Church and state at odds
A hard-hitting report from senior leaders of the Church of England accuses the Government and Labour party of discriminating against Christian Churches in favour of other faiths, of ‘deep religious illiteracy’ and of having ‘no convincing moral direction’.
The 180-page report describes the Government as moral, but lacking a ‘compass’ and calls for the appointment of a ‘Minister for Religion’, who would act as the Prime Minister’s personal ‘faith envoy’ and who would recognise the contribution of faith communities to Britain across every government department.
Commenting in The Times newspaper Ruth Gledhill, the Religion Correspondent, suggests the report is an attempt by the Church to carve out a role for itself in the 21st century as a provider of welfare for young and old; particularly as it was issued just days after Archbishop of York Dr Sentamu accused Mr Brown of sacrificing liberty for misguided notions of equality and of betraying new Labour’s mantra of ‘rights and responsibilities’.
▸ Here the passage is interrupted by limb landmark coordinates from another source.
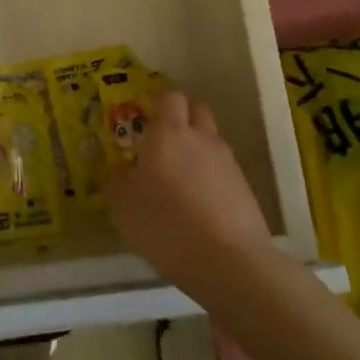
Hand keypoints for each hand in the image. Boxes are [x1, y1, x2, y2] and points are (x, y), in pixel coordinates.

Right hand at [102, 90, 272, 292]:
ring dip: (198, 150)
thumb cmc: (165, 224)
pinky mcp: (245, 189)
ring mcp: (228, 162)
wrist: (228, 262)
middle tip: (164, 144)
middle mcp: (201, 138)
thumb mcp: (122, 206)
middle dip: (183, 119)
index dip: (159, 104)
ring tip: (181, 180)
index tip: (146, 121)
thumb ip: (114, 181)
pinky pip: (225, 171)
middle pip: (197, 110)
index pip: (170, 97)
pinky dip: (212, 179)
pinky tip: (200, 206)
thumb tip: (114, 170)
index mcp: (168, 133)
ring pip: (212, 141)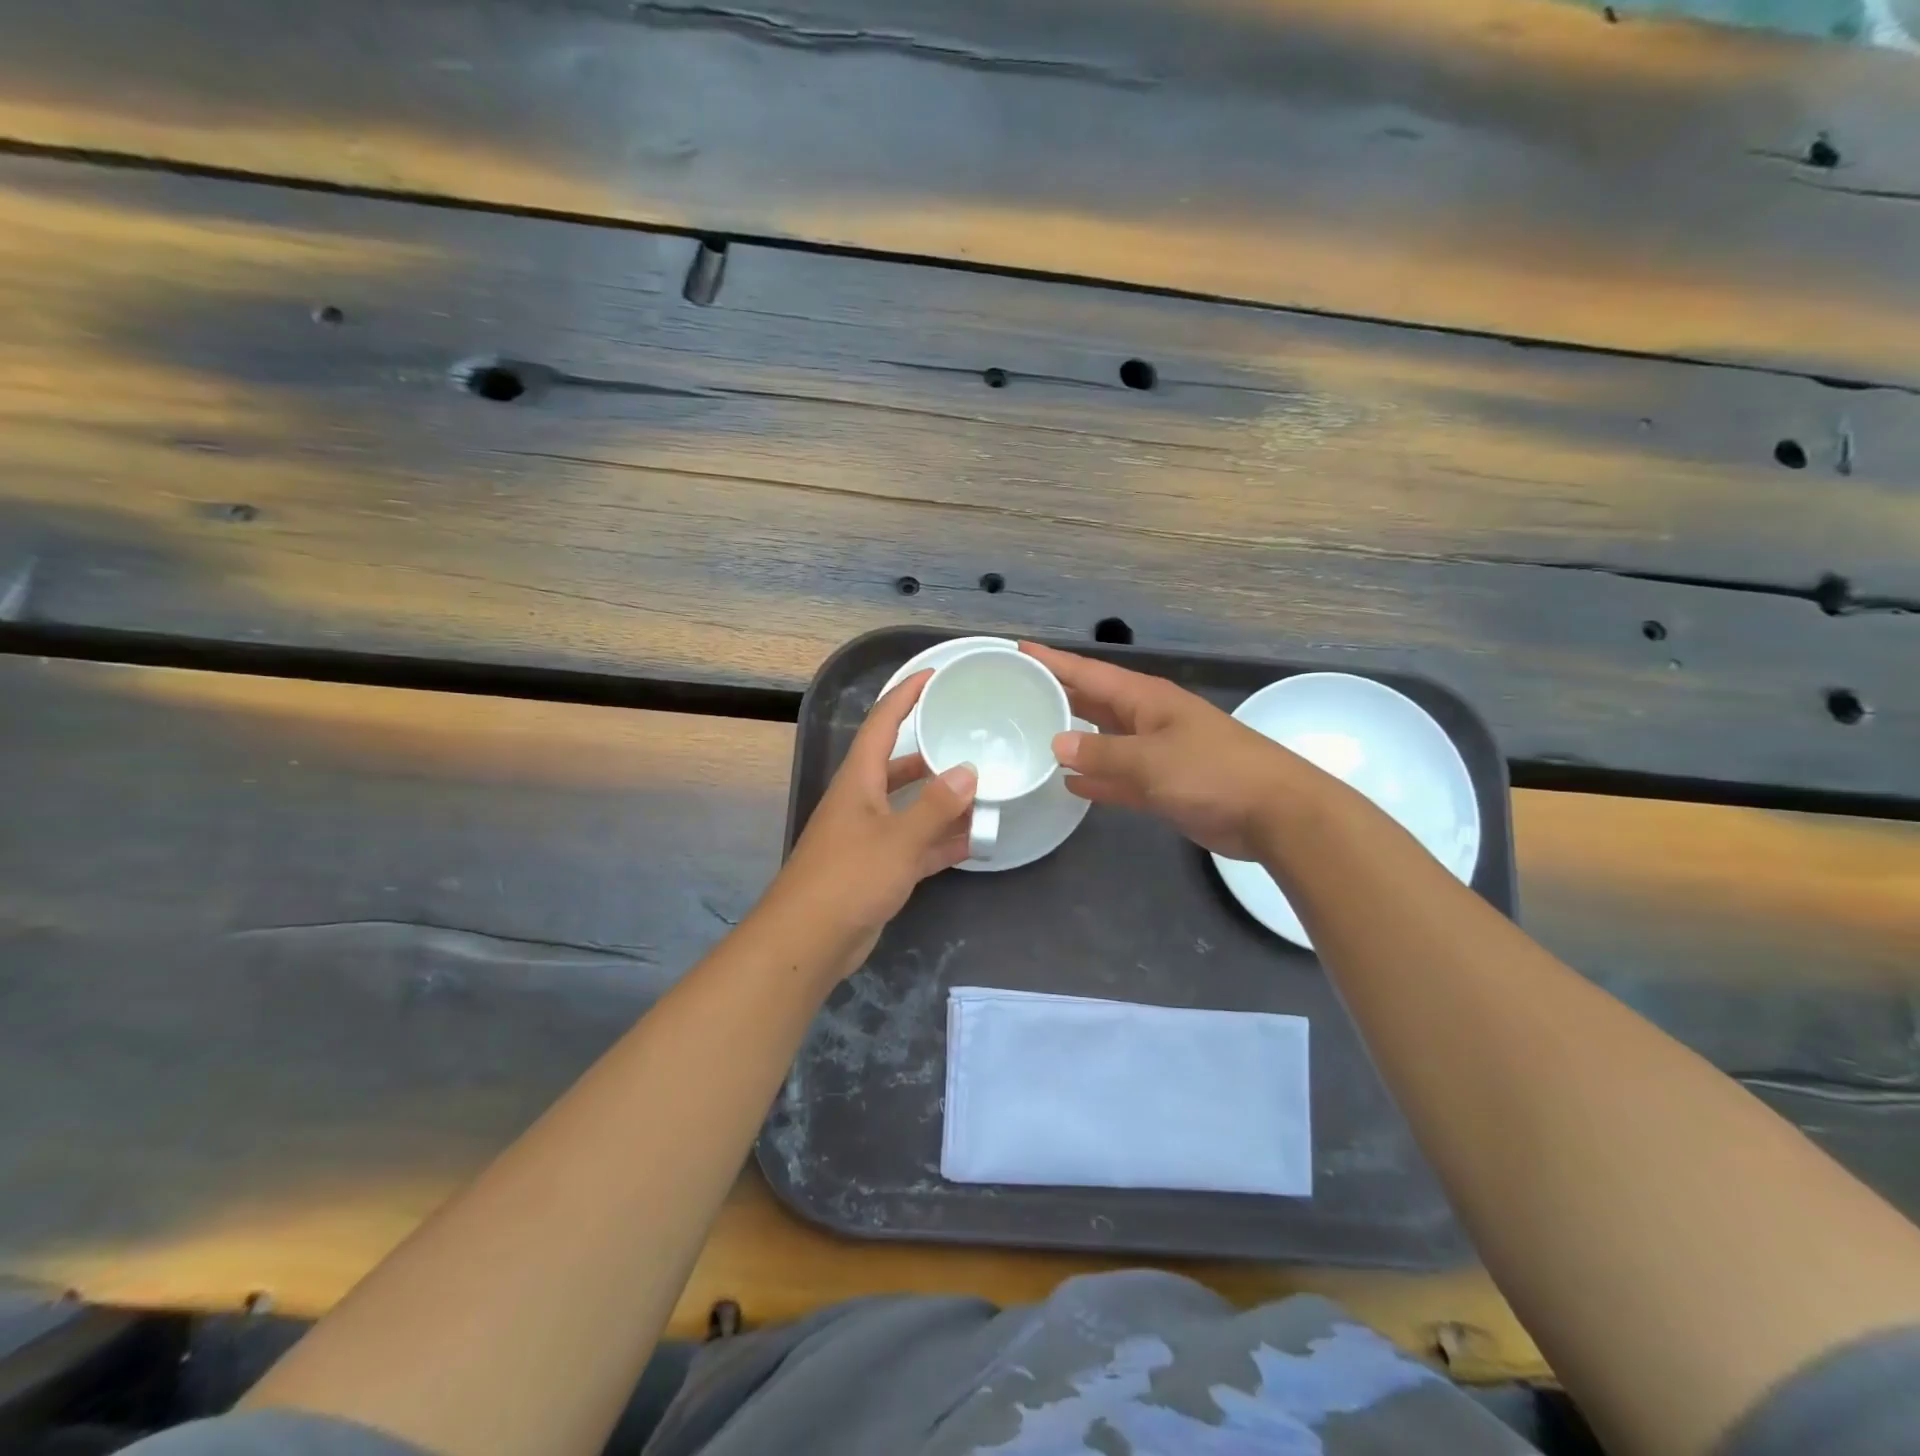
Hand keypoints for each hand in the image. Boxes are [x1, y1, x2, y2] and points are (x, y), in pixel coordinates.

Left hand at [760, 670, 977, 974]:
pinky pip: (916, 844)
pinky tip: (975, 840)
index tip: (934, 675)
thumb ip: (936, 807)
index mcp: (858, 780)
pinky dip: (942, 840)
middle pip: (899, 764)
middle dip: (931, 750)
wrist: (808, 941)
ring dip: (943, 800)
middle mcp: (862, 801)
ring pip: (911, 807)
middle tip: (971, 739)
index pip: (882, 723)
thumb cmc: (848, 878)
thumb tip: (968, 772)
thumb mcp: (899, 839)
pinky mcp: (877, 868)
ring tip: (984, 788)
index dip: (905, 695)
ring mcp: (869, 836)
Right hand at [1022, 642, 1312, 859]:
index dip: (1054, 662)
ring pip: (1104, 740)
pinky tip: (1069, 783)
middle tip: (1014, 691)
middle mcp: (1148, 719)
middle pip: (1093, 702)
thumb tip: (1057, 743)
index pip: (1089, 674)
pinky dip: (1097, 778)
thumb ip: (1101, 752)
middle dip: (1058, 695)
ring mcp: (1156, 753)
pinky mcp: (1164, 785)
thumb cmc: (1213, 772)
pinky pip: (1119, 777)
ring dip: (1073, 740)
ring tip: (1031, 735)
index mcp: (1146, 699)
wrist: (1274, 813)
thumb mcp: (1151, 759)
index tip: (1018, 650)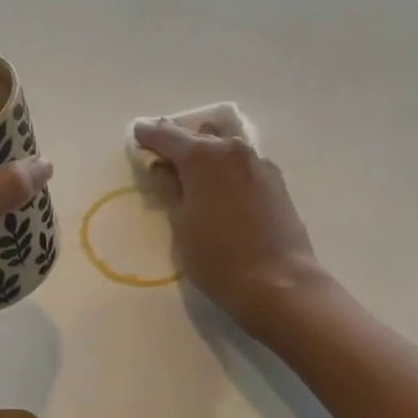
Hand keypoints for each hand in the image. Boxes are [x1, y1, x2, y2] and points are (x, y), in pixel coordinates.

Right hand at [131, 118, 324, 334]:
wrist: (278, 283)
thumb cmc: (218, 257)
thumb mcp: (181, 225)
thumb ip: (170, 190)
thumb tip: (165, 170)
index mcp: (203, 157)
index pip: (168, 136)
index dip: (150, 134)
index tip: (138, 134)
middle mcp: (232, 150)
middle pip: (199, 137)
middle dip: (179, 143)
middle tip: (163, 157)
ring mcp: (259, 164)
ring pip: (225, 148)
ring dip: (207, 155)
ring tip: (193, 174)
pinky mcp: (276, 182)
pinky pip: (243, 165)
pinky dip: (227, 170)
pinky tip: (221, 189)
The authors find evidence of deep-seated hostility to the Church in particular, excluding it from important areas of policy and research. They portray a Government committed to research into Muslim communities but barely interested in Christian involvement in Britain’s civic and charitable life.
Outlining evidence of huge fault-lines in the relations between Church and state, they write: ‘The Government is planning blind and has no convincing moral direction’.